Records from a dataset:
──────
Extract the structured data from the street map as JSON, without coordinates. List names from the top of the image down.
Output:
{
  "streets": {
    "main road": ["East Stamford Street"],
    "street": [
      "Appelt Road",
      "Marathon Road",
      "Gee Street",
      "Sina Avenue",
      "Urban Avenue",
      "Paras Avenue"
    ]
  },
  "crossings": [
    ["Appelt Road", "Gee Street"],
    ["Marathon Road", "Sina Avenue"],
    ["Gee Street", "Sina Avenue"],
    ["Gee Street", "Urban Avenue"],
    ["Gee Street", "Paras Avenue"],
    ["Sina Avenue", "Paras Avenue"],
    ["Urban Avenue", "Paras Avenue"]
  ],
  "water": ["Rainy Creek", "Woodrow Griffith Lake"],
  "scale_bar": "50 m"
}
──────
Print the data in full. Match it exactly.

Exercise solution:
Extract the structured data from the street map as JSON, without coordinates. List names from the top of the image down.
Output:
{
  "streets": {
    "main road": ["East Stamford Street"],
    "street": [
      "Appelt Road",
      "Marathon Road",
      "Gee Street",
      "Sina Avenue",
      "Urban Avenue",
      "Paras Avenue"
    ]
  },
  "crossings": [
    ["Appelt Road", "Gee Street"],
    ["Marathon Road", "Sina Avenue"],
    ["Gee Street", "Sina Avenue"],
    ["Gee Street", "Urban Avenue"],
    ["Gee Street", "Paras Avenue"],
    ["Sina Avenue", "Paras Avenue"],
    ["Urban Avenue", "Paras Avenue"]
  ],
  "water": ["Rainy Creek", "Woodrow Griffith Lake"],
  "scale_bar": "50 m"
}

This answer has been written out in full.